• Required work: I would like each line of the data that holds the word "勝部寺内線" copied out.

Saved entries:
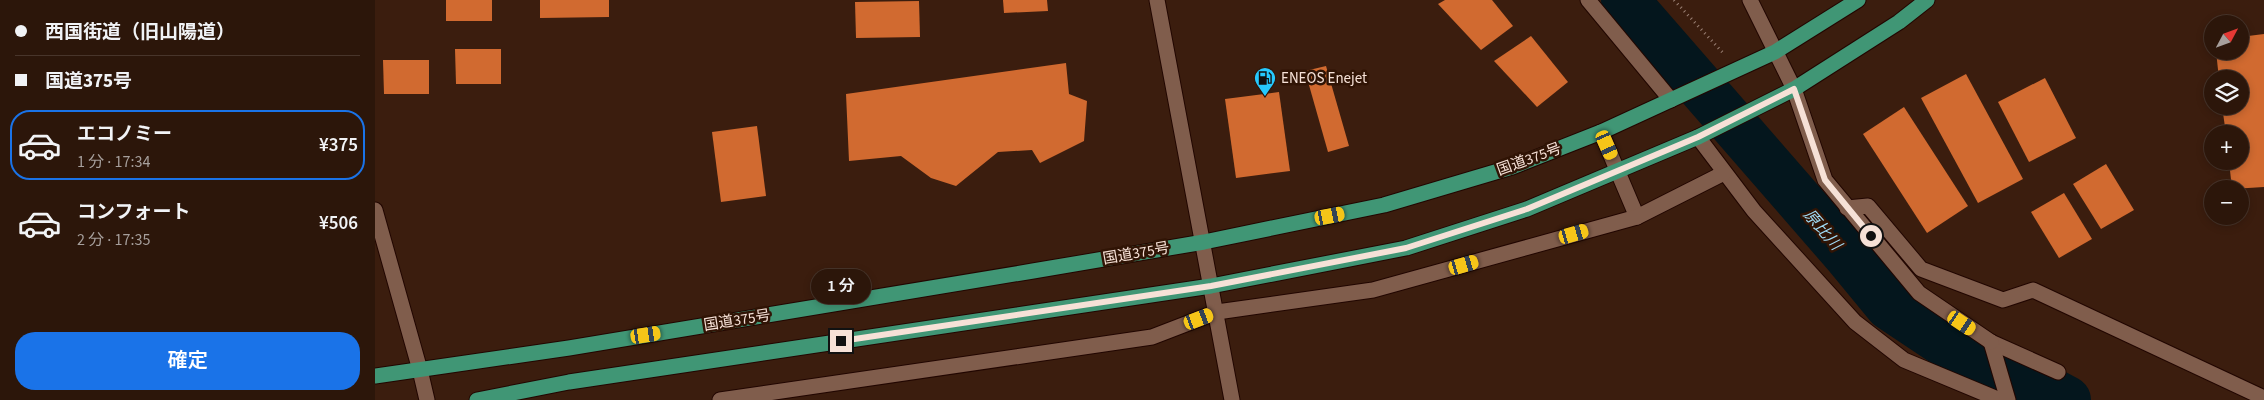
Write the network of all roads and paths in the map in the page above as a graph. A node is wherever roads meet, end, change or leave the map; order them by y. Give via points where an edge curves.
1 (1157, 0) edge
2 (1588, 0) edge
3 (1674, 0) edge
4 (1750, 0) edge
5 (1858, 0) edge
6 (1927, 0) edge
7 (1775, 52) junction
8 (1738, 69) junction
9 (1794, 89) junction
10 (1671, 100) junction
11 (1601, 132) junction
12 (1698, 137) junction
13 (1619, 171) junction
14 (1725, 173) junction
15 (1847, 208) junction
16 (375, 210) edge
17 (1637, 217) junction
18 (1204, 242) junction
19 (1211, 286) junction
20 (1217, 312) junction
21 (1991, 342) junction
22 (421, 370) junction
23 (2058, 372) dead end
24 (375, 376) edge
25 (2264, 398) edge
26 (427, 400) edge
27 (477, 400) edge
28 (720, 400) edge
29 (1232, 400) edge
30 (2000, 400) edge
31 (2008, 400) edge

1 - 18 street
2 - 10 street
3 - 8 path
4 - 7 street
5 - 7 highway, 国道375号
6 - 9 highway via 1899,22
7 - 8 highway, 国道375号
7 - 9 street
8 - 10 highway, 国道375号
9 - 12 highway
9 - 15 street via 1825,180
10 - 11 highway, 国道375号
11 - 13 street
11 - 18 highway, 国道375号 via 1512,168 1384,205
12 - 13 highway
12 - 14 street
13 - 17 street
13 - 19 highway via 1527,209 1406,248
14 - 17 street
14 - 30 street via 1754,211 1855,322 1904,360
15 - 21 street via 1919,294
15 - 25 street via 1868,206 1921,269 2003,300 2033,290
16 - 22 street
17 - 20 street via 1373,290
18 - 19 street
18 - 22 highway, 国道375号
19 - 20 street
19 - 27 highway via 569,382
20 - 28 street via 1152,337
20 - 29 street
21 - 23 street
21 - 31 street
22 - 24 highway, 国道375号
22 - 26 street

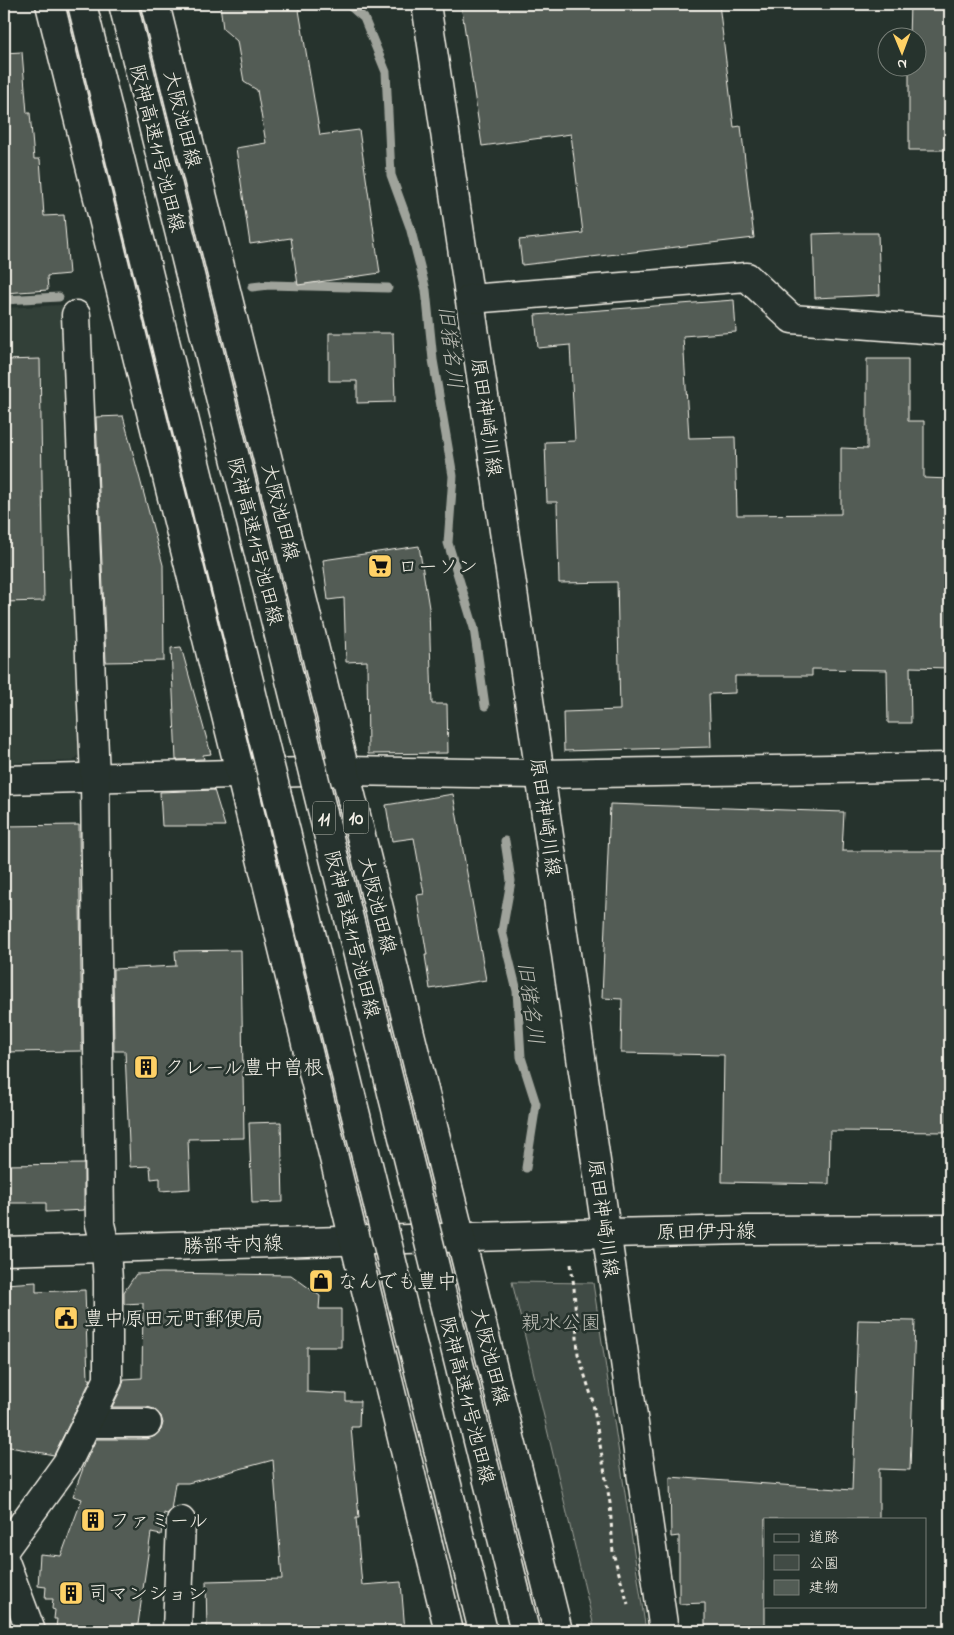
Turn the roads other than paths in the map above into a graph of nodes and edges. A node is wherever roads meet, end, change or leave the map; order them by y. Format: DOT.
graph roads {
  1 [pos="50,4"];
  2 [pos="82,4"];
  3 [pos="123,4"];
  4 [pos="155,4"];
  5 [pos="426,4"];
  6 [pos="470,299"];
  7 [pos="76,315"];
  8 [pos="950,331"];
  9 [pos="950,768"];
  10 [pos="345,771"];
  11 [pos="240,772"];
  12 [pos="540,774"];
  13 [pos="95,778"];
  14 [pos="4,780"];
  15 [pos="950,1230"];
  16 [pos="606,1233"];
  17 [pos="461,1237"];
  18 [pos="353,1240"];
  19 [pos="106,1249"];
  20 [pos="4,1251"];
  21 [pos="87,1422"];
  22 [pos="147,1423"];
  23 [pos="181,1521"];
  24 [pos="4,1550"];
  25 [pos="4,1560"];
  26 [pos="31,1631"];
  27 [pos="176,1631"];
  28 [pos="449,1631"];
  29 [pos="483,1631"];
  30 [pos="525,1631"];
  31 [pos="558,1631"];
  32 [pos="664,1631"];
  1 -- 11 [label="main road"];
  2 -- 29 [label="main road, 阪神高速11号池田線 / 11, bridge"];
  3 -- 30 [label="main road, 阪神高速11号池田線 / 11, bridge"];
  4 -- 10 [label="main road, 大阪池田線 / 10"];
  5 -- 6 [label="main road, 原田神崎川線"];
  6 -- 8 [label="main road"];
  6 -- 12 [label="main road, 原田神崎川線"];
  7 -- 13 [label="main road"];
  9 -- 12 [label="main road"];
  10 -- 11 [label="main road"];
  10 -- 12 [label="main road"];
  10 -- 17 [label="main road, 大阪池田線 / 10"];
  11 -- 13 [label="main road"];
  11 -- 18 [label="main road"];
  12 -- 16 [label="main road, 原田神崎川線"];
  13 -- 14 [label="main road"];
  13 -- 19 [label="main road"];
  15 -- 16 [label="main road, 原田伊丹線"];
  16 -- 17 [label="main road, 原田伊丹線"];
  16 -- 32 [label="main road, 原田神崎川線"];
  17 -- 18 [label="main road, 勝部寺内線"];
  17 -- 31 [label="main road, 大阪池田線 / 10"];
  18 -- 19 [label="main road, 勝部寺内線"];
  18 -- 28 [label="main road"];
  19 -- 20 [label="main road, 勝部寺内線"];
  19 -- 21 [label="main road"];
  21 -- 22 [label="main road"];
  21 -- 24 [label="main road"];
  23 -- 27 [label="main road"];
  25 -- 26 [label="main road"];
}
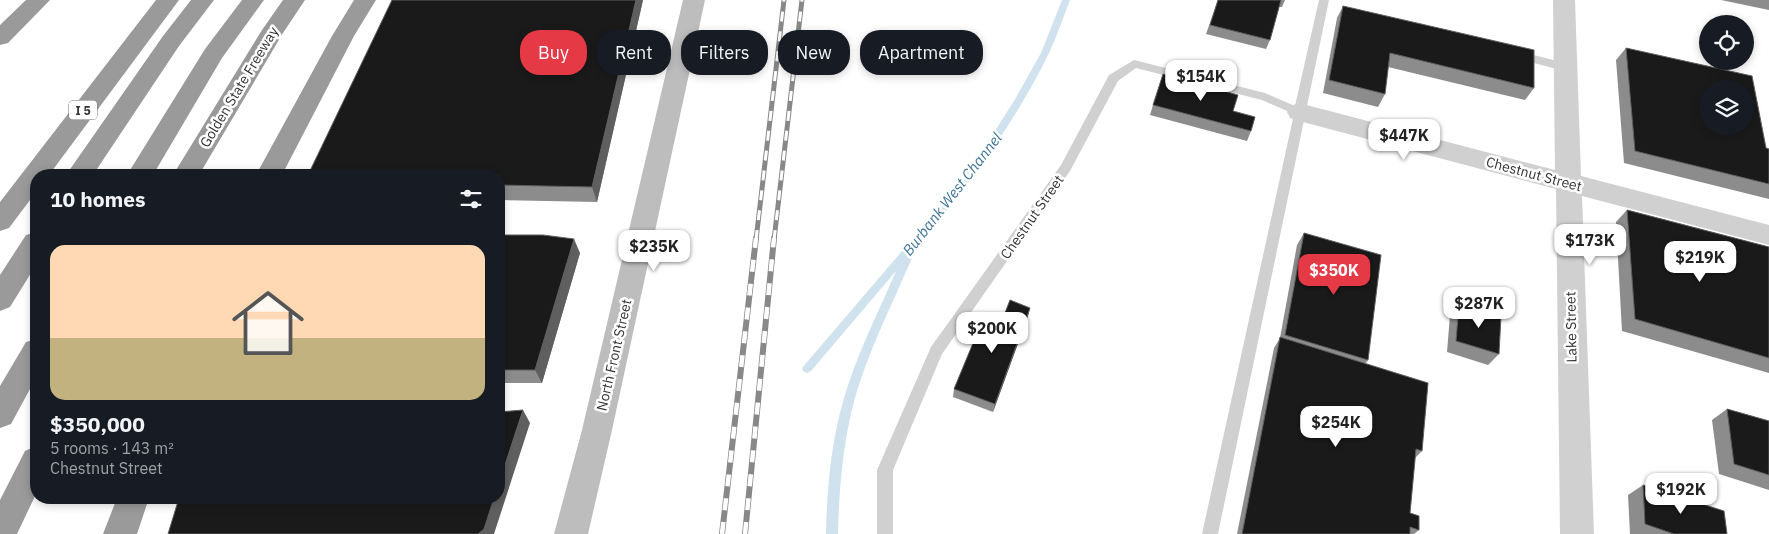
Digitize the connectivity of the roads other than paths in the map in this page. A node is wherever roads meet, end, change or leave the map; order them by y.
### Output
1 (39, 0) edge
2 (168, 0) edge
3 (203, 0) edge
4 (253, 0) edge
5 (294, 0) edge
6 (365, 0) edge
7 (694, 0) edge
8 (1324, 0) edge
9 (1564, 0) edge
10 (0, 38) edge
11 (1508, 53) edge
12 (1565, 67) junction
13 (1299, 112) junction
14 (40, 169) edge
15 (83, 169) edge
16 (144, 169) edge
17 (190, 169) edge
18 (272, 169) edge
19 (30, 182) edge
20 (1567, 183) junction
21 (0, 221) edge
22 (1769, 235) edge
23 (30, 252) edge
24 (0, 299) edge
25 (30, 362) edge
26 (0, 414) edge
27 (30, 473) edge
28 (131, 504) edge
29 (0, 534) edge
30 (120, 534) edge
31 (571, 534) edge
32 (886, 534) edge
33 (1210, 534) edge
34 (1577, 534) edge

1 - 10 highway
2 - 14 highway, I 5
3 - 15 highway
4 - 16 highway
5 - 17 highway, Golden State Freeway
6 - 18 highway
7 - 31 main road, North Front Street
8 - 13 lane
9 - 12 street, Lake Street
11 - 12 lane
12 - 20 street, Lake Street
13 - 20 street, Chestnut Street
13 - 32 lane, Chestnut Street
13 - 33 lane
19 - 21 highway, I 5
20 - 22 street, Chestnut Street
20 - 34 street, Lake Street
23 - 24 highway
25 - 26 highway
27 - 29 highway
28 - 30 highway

• Result of the exercise:
  17 -- 18 [label="main road, 勝部寺内線"];
  18 -- 19 [label="main road, 勝部寺内線"];
  19 -- 20 [label="main road, 勝部寺内線"];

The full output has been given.